Task description: Omit all pictures, then retype the data exactly as given.

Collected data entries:
'''

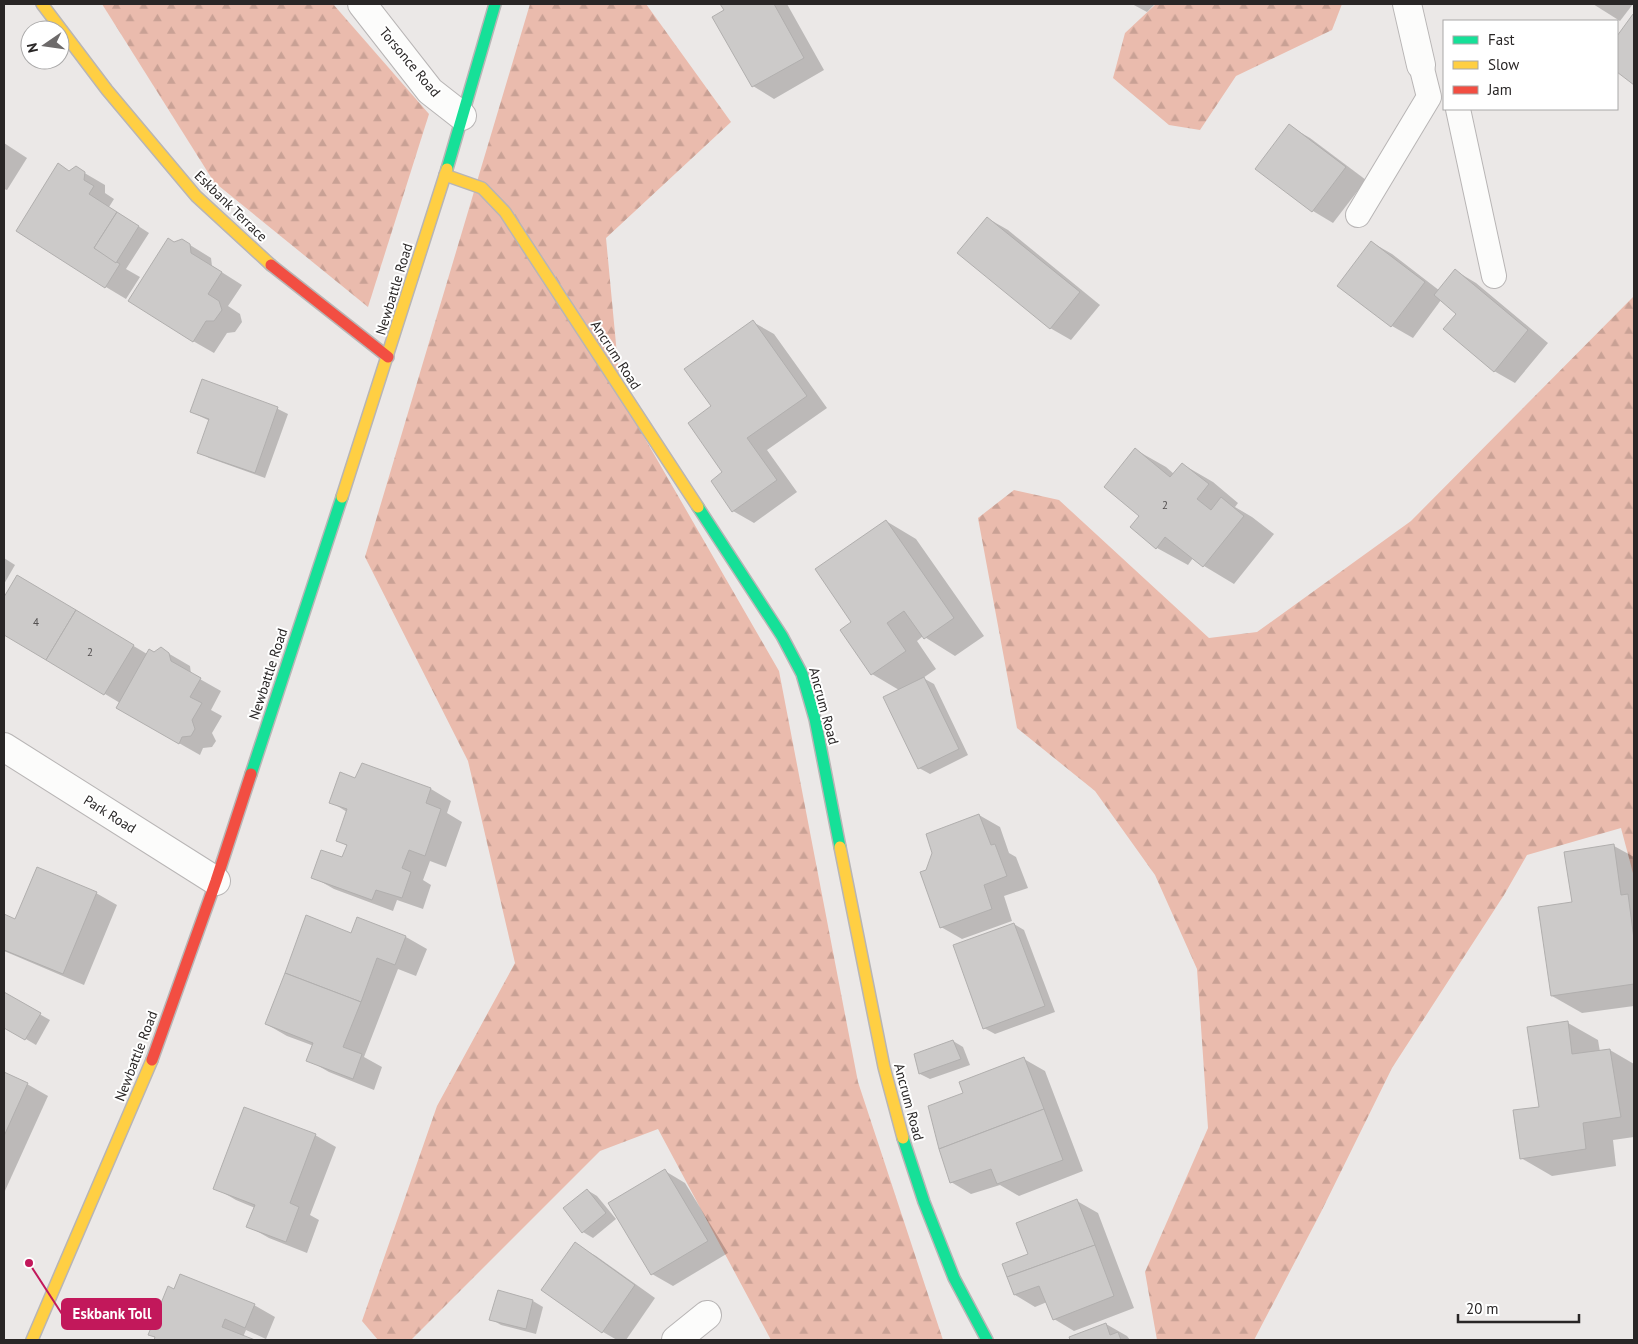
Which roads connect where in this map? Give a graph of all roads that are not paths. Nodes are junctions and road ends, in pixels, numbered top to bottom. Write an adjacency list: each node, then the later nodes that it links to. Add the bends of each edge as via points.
1 (42, 4): 12 (street, Eskbank Terrace, via 107,90 196,196 273,267)
2 (362, 4): 8 (street, Torsonce Road, via 430,90)
3 (495, 4): 8 (street, Newbattle Road)
4 (1407, 4): 5 (street)
5 (1422, 71): 6 (lane); 10 (lane, via 1429,97)
6 (1443, 89)
7 (1458, 110): 11 (lane)
8 (462, 116): 9 (street, Newbattle Road)
9 (445, 175): 12 (street, Newbattle Road); 18 (street, Ancrum Road, via 482,188 505,212 776,627 802,674 815,719 858,944 898,1124 951,1270)
10 (1358, 215)
11 (1494, 276)
12 (388, 357): 14 (street, Newbattle Road)
13 (4, 747): 14 (street, Park Road)
14 (216, 881): 16 (street, Newbattle Road, via 152,1061)
15 (706, 1315): 17 (street)
16 (32, 1340)
17 (676, 1340)
18 (987, 1340)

'''

The completed task:
Which roads connect where in this map? Give a graph of all roads that are not paths. Nodes are junctions and road ends, in pixels, numbered top to bottom. Write an adjacency list: each node, then the later nodes that it links to. Add the bends of each edge as via points.
1 (42, 4): 12 (street, Eskbank Terrace, via 107,90 196,196 273,267)
2 (362, 4): 8 (street, Torsonce Road, via 430,90)
3 (495, 4): 8 (street, Newbattle Road)
4 (1407, 4): 5 (street)
5 (1422, 71): 6 (lane); 10 (lane, via 1429,97)
6 (1443, 89)
7 (1458, 110): 11 (lane)
8 (462, 116): 9 (street, Newbattle Road)
9 (445, 175): 12 (street, Newbattle Road); 18 (street, Ancrum Road, via 482,188 505,212 776,627 802,674 815,719 858,944 898,1124 951,1270)
10 (1358, 215)
11 (1494, 276)
12 (388, 357): 14 (street, Newbattle Road)
13 (4, 747): 14 (street, Park Road)
14 (216, 881): 16 (street, Newbattle Road, via 152,1061)
15 (706, 1315): 17 (street)
16 (32, 1340)
17 (676, 1340)
18 (987, 1340)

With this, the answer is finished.